Despite this pressure, Kande’s message to the global business community is anchored in historic optimism. “Don’t be afraid of the future. It’s unsettling. That’s true. Every day something changes, but don’t be afraid,” he said, noting that all the uncertainty that stresses executives today has happened before, from tariffs, about 100 years ago, to the industrial revolution, even further back.

“In the end, something good will happen.” Kande acknowledged that he is optimistic by nature, but insisted that top leaders can adjust to this business environment.

The AI ​​Execution Gap

Of course, one of the main drivers of this unsettling change is the rapid adoption of artificial intelligence, as revealed in PwC’s 29th global CEO survey, Leading Through Uncertainty in the Age of AI, released at the start of the annual meeting in Davos.

Based on responses from 4,454 CEOs from 95 countries and territories, the survey exposes a strong gap between ambition and reality.
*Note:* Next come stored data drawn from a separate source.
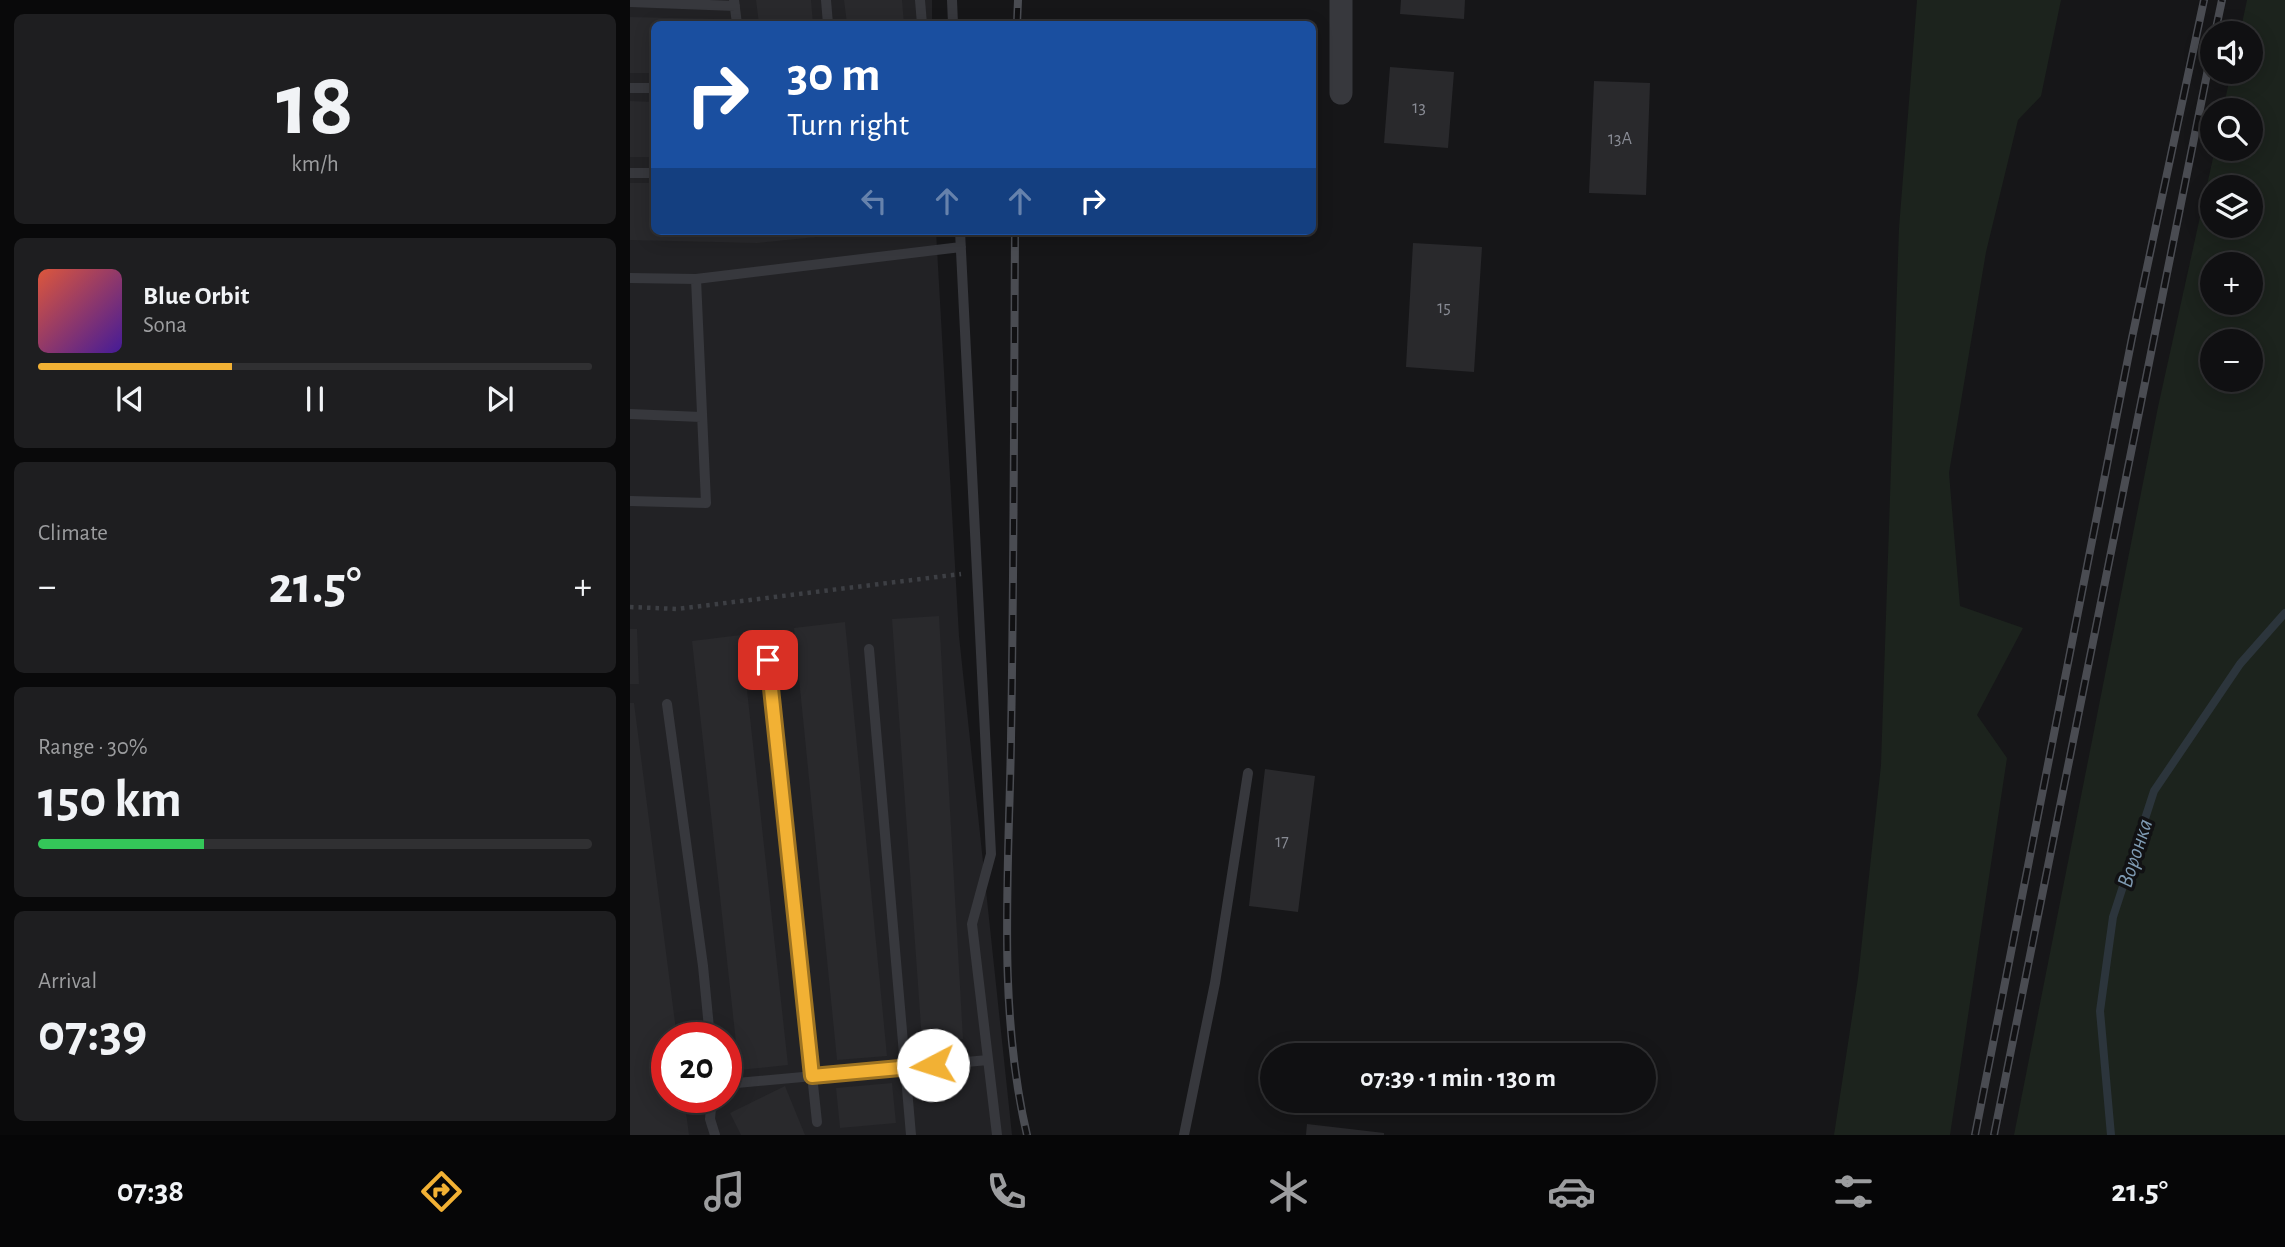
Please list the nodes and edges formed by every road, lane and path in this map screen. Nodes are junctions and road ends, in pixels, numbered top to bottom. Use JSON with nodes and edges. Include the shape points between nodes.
{"nodes":[{"id":1,"x":826,"y":0,"type":"edge"},
{"id":2,"x":920,"y":0,"type":"edge"},
{"id":3,"x":952,"y":0,"type":"edge"},
{"id":4,"x":1341,"y":0,"type":"edge"},
{"id":5,"x":630,"y":2,"type":"edge"},
{"id":6,"x":735,"y":3,"type":"edge"},
{"id":7,"x":737,"y":21,"type":"edge"},
{"id":8,"x":828,"y":21,"type":"edge"},
{"id":9,"x":922,"y":21,"type":"edge"},
{"id":10,"x":953,"y":21,"type":"edge"},
{"id":11,"x":630,"y":88,"type":"edge"},
{"id":12,"x":651,"y":88,"type":"edge"},
{"id":13,"x":1341,"y":93,"type":"dead end"},
{"id":14,"x":630,"y":173,"type":"edge"},
{"id":15,"x":651,"y":173,"type":"edge"},
{"id":16,"x":960,"y":235,"type":"edge"},
{"id":17,"x":961,"y":247,"type":"junction"},
{"id":18,"x":630,"y":278,"type":"edge"},
{"id":19,"x":696,"y":279,"type":"junction"},
{"id":20,"x":630,"y":414,"type":"edge"},
{"id":21,"x":701,"y":417,"type":"junction"},
{"id":22,"x":630,"y":501,"type":"edge"},
{"id":23,"x":976,"y":573,"type":"junction"},
{"id":24,"x":630,"y":607,"type":"edge"},
{"id":25,"x":869,"y":649,"type":"dead end"},
{"id":26,"x":768,"y":660,"type":"dead end"},
{"id":27,"x":667,"y":704,"type":"dead end"},
{"id":28,"x":1248,"y":773,"type":"dead end"},
{"id":29,"x":708,"y":1022,"type":"edge"},
{"id":30,"x":988,"y":1060,"type":"junction"},
{"id":31,"x":906,"y":1067,"type":"junction"},
{"id":32,"x":812,"y":1076,"type":"junction"},
{"id":33,"x":742,"y":1083,"type":"edge"},
{"id":34,"x":711,"y":1113,"type":"edge"},
{"id":35,"x":817,"y":1122,"type":"dead end"},
{"id":36,"x":715,"y":1135,"type":"edge"},
{"id":37,"x":911,"y":1135,"type":"edge"},
{"id":38,"x":997,"y":1135,"type":"edge"},
{"id":39,"x":1184,"y":1135,"type":"edge"}],
"edges":[{"from":1,"to":8,"type":"lane"},
{"from":2,"to":9,"type":"lane"},
{"from":3,"to":10,"type":"lane"},
{"from":4,"to":13,"type":"street"},
{"from":5,"to":6,"type":"lane"},
{"from":6,"to":7,"type":"lane"},
{"from":11,"to":12,"type":"lane"},
{"from":14,"to":15,"type":"lane"},
{"from":16,"to":17,"type":"lane"},
{"from":17,"to":19,"type":"lane"},
{"from":17,"to":23,"type":"lane"},
{"from":18,"to":19,"type":"lane"},
{"from":19,"to":21,"type":"lane"},
{"from":20,"to":21,"type":"lane"},
{"from":21,"to":22,"type":"lane","via":[[706,503]]},
{"from":23,"to":24,"type":"path","via":[[677,609]]},
{"from":23,"to":30,"type":"lane","via":[[991,854],[972,923]]},
{"from":25,"to":31,"type":"lane"},
{"from":26,"to":32,"type":"lane"},
{"from":27,"to":29,"type":"lane"},
{"from":28,"to":39,"type":"lane","via":[[1215,983]]},
{"from":30,"to":31,"type":"lane"},
{"from":30,"to":38,"type":"lane"},
{"from":31,"to":32,"type":"lane"},
{"from":31,"to":37,"type":"lane"},
{"from":32,"to":33,"type":"lane"},
{"from":32,"to":35,"type":"lane"},
{"from":34,"to":36,"type":"lane"}]}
Kande said the business community has come a long way from 2024 to 2025, moving from asking whether it could or should adopt AI to a point where “no one is asking that question anymore. Everyone is moving toward it.”

PwC research shows, however, that only 10% to 12% of companies report seeing revenue or cost benefits, while a staggering 56% say they are not getting anything positive out of AI. This echoes the MIT study that rattled markets in August, finding that 95% of generative AI pilots were failing in the corporate sector.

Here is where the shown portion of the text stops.